I’m trying to find authority for the following statement from HMRC’s internal manual IEIM400780:
“The ABC family trust’s gross income is primarily attributable to investing, reinvesting or trading in financial assets. The trust was set up on the advice of a law firm and that firm’s own corporate trustee is the trustee of the trust. The corporate trustee acts for the law firm’s clients without itself charging any fees to the clients. Even though the corporate trustee does not charge, it is a Financial Institution by virtue of being an Investment Entity. Its Related Entity (the law firm) is charging the clients for the corporate trustee’s services of managing assets, the corporate trustee therefore primarily conducts as a business, for or on behalf of a customer, the prescribed activities.”
I take it, from the capitalisation, that “Related Entity” means a Related Entity as defined in Article 1, 1(kk) of the “Agreement between the Government of the United Kingdom of Great Britain and Northern Ireland and the Government of the United States of America to Improve International Tax Compliance and to Implement FATCA” dated 12 September 2012 (“the Agreement”), not just some related entity in a looser sense.
My understanding of the manual is that where two entities are Related Entities and one of them (“entity A”) submits bills on behalf of, or in consequence of the existence of, the other (“entity B”) then if those bills are wholly or mainly in respect of investment activity, entity B is an Investment Entity. And this is so irrespective of the nature of the bulk of the business conducted by entity A.

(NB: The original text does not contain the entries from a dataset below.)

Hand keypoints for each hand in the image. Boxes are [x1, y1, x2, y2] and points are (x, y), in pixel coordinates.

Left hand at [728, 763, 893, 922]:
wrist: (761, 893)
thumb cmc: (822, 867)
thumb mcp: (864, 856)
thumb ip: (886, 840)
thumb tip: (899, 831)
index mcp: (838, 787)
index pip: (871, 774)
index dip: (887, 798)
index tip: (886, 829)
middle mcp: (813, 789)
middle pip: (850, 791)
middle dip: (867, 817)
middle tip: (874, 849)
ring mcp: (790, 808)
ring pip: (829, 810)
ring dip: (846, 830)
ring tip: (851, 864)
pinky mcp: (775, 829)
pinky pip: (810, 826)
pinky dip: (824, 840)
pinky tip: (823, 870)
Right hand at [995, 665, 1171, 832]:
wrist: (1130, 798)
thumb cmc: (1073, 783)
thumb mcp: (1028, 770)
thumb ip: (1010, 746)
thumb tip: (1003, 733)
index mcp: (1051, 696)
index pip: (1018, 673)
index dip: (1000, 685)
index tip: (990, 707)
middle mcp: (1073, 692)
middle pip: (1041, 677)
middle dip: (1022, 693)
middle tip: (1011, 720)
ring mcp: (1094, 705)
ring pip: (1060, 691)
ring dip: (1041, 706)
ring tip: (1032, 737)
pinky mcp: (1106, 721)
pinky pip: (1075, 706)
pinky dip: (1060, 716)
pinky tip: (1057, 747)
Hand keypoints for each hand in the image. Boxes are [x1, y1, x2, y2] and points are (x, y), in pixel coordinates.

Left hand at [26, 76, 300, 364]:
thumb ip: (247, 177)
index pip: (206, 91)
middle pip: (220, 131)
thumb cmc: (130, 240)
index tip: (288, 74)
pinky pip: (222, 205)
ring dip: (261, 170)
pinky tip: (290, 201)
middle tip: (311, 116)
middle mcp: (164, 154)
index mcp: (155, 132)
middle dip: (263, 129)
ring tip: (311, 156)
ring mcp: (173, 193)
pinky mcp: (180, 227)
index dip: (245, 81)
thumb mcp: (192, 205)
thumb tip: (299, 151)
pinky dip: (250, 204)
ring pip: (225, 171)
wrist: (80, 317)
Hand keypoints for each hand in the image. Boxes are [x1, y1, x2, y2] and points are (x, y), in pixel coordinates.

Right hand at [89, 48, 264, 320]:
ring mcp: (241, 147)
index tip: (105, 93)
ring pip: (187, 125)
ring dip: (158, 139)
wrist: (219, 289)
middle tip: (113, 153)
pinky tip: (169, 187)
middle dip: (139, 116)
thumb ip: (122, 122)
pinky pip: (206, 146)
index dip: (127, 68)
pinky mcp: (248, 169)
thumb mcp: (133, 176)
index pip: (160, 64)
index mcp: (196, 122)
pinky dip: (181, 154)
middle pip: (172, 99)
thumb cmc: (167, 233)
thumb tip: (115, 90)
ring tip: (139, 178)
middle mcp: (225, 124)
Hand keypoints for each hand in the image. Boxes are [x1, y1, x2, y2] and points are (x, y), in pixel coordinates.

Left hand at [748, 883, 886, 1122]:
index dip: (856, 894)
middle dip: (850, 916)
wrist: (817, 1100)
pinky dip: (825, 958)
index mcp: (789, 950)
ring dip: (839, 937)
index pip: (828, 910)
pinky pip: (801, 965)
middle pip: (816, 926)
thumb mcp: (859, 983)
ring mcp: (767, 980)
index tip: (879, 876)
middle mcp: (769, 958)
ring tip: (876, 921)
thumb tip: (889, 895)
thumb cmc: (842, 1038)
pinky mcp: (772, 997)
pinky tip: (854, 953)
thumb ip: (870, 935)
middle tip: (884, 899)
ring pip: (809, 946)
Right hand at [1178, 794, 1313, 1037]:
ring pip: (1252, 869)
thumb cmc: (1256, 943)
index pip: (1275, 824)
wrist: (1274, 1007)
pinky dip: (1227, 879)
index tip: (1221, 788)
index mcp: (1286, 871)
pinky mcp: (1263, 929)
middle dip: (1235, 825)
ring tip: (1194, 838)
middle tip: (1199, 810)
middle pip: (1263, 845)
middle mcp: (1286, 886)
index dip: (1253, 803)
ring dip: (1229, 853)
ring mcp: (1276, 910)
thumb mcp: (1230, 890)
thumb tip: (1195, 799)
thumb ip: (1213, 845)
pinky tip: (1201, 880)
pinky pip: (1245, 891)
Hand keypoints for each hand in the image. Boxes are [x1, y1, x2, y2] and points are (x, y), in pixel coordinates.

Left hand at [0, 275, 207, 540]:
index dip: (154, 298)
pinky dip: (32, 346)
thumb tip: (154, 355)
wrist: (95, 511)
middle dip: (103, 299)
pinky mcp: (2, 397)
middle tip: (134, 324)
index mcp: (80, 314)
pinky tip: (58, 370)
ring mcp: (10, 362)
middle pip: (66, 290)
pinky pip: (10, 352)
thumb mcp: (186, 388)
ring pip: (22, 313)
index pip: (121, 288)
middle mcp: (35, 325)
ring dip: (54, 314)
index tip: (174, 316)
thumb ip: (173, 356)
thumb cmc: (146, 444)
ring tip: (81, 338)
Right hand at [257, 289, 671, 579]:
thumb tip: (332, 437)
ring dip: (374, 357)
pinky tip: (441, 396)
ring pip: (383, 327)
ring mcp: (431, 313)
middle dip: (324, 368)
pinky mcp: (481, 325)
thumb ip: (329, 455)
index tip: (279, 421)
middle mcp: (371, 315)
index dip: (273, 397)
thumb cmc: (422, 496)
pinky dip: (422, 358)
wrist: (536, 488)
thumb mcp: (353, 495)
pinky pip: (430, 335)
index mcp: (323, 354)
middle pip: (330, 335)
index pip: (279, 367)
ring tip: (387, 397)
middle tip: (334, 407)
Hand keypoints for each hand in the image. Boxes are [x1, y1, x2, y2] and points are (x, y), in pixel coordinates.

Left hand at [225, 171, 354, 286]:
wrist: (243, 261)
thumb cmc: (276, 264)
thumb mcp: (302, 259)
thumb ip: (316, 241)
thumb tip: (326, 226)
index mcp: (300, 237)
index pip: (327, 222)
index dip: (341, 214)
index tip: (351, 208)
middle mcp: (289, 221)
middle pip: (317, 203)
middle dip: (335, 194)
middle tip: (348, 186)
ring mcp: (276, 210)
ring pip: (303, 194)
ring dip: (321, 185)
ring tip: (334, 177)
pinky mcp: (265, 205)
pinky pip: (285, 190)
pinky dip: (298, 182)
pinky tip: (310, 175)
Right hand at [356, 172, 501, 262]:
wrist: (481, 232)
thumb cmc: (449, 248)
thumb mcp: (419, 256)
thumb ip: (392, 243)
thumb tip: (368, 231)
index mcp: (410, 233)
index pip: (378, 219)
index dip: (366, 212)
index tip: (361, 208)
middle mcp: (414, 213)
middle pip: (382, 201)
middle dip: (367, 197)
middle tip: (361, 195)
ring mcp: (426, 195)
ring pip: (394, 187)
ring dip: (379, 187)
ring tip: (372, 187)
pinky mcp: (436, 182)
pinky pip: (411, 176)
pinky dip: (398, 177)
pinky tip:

This is not an illogical conclusion. But I cannot find any authority for this anywhere except on this page of HMRC’s manual. Text searches against the word “related” in the Agreement, and in the subsequent HMRC guidance document, and in the 2015 Regulations and (indeed) elsewhere in IEIM, only seem to produce hits for related entities in other completely different contexts.
Can anyone point me to some legal authority, or to some commentary, on this?